I don’t think Harpo’s picture was taken AT Exchange and Broadway OF the Pine st. property because the 2 places are about 2.5 diagonal blocks away. Harpo’s picture shows the property about 1.5 blocks away, non-diagonally.
Also, Exchange and Broadway is very close to the address on Chase National’s logo I linked above (“57 Broadway”).
I could be convinced that Exchange and Broadway is a reasonable description of where it was taken. These are very tiny blocks by modern standards. The small building in the foreground of Harpo’s picture is Federal Hall, so the photo was taken looking north, which would place the photographer somewhere just south and slightly west of the Stock Exchange. The building that is there now is much later than when the picture is taken, but it’s the right angle.
Anyway, I pulled out my definitive reference volume, New York 1930.
It doesn’t have a picture, but on p534 says:
I’m surprised that the Museum of the City of New York has wrong info up on its site. It’s a neat little museum and I’ve used it before. It didn’t occur to me to question it. I know, I know, double-check everything.
The building in the Museum’s photo is 2 Chase Manhattan Plaza, also known as the Chase National Bank Building, which was occupied as Chase Manhattan’s headquarters starting in 1928. The actual street address is Pine Street. The building is still standing; now it is condos. It was added on to at some point, because the current building is wider than the building in the photo, but it’s pretty seamless and in the same style.
57 Broadway was the address of headquarters of the Chase National Bank starting in 1915. It was in a building called the Adams Express Building, and the building is still there. Now, it uses the address 61 Broadway (if you want to google map it), but it’s the same building, definitely. This building is at the northwest corner of Broadway and Exchange, but in my opinion, it’s slightly too far west to be the location of where the photo was taken from. My best guess is that it was taken from across the street, also at Broadway and Exchange but on the east side of the intersection. Extremely dry history of this here.
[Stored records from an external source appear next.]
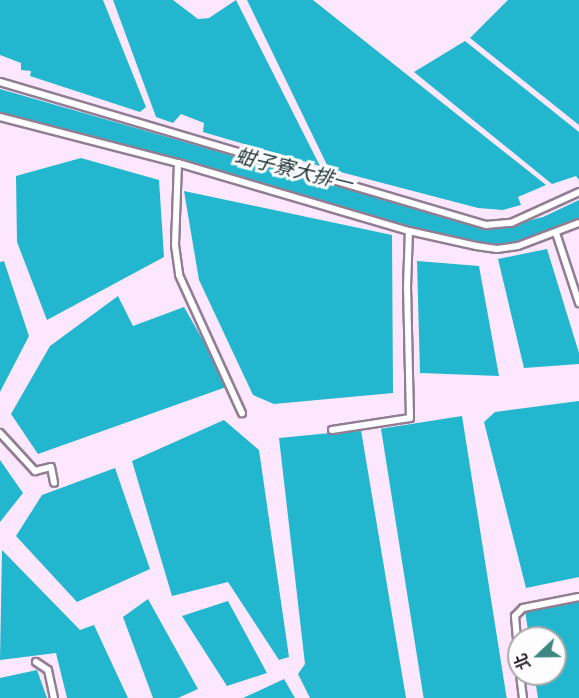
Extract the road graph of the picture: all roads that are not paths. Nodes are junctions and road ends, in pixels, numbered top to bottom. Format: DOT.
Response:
graph roads {
  1 [pos="0,82"];
  2 [pos="0,117"];
  3 [pos="178,163"];
  4 [pos="579,192"];
  5 [pos="579,223"];
  6 [pos="410,231"];
  7 [pos="556,233"];
  8 [pos="579,303"];
  9 [pos="242,413"];
  10 [pos="332,430"];
  11 [pos="0,433"];
  12 [pos="54,483"];
  13 [pos="579,597"];
  14 [pos="516,626"];
  15 [pos="36,662"];
  16 [pos="54,698"];
  1 -- 4 [label="lane"];
  2 -- 3 [label="lane"];
  3 -- 6 [label="lane"];
  3 -- 9 [label="lane"];
  5 -- 7 [label="lane"];
  6 -- 7 [label="lane"];
  6 -- 10 [label="lane"];
  7 -- 8 [label="lane"];
  11 -- 12 [label="lane"];
  13 -- 14 [label="lane"];
  15 -- 16 [label="lane"];
}
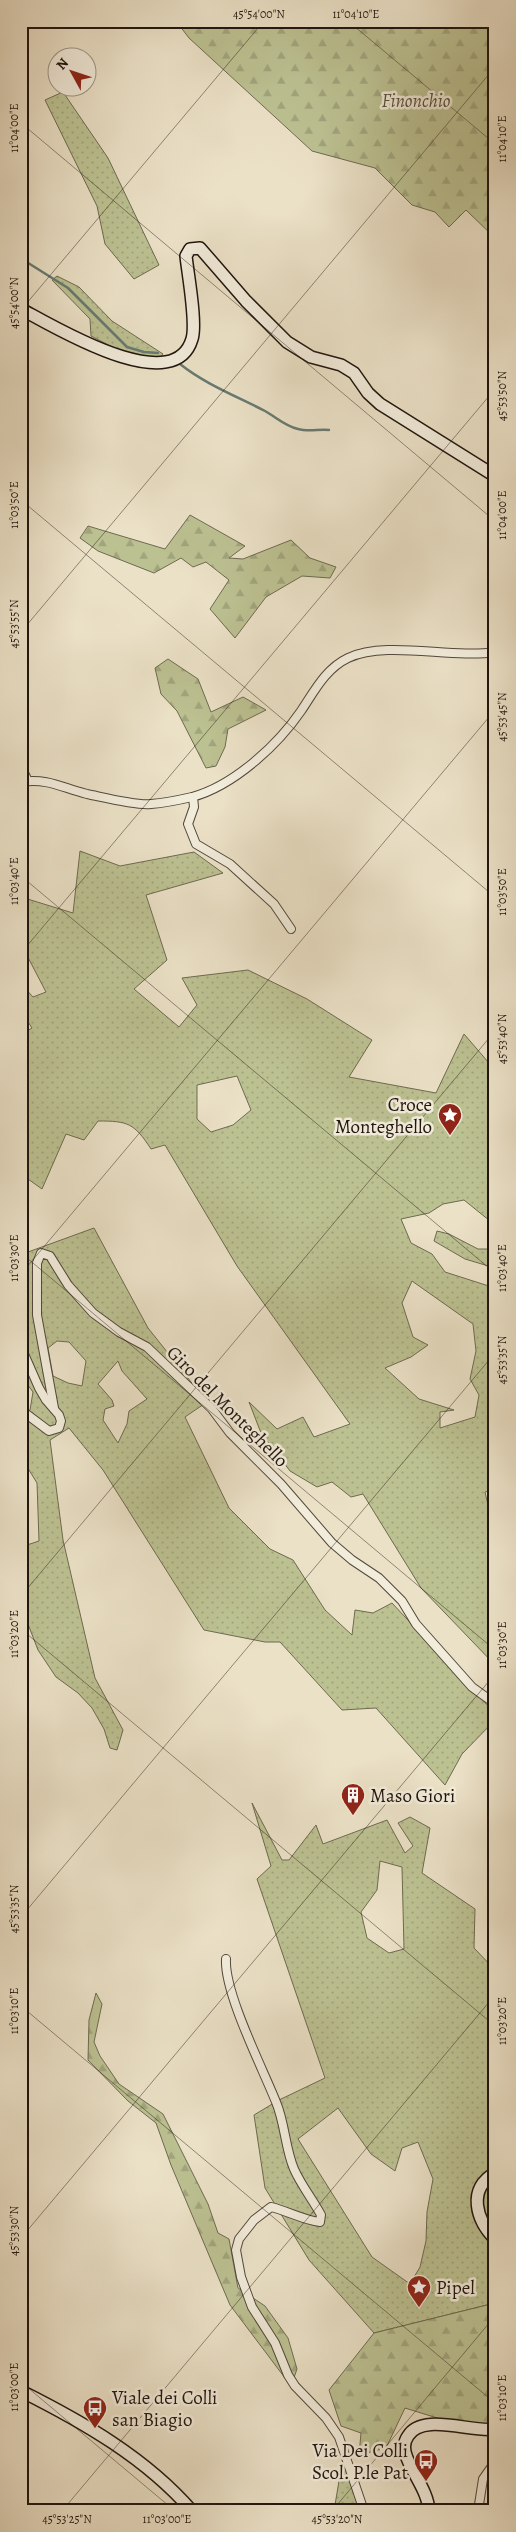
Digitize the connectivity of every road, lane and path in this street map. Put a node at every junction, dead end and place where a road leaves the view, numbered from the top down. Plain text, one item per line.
1 (21, 309) edge
2 (495, 476) edge
3 (495, 652) edge
4 (21, 767) edge
5 (25, 782) edge
6 (193, 797) junction
7 (291, 929) dead end
8 (21, 1347) edge
9 (54, 1408) junction
10 (21, 1410) edge
11 (495, 1701) edge
12 (226, 1959) dead end
13 (495, 2173) edge
14 (495, 2239) edge
15 (21, 2391) edge
16 (495, 2429) edge
17 (495, 2462) edge
18 (192, 2511) edge
19 (364, 2511) edge
20 (429, 2511) edge
21 (478, 2511) edge

1 - 2 street
3 - 6 street
4 - 5 street
5 - 6 street
6 - 7 street
8 - 9 street
9 - 10 street
9 - 11 street, Giro del Monteghello
12 - 19 street
13 - 14 street
15 - 18 street
16 - 20 street
17 - 21 street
As far as I can tease out, the error in the photo caption seems to be identifying a photo of the new-at-the-time Chase headquarters with the location of the former Chase headquarters, a few blocks away.
Now known is 20 Pine Street … They have the dot com even. Shares the block with the Liberty Street office tower , the block was 2 and 1 Chase Manhatten Bank Plaza… Number 1 is the taller newer office block even though number 2 is older.
The picture I have is only of the elevator entrance inside. No shots of the outside.
The company I work for used to design and fab entrances and enclosures for elevators as a side business. I was hoping to visit some of the extant examples!
Thank you all for your help.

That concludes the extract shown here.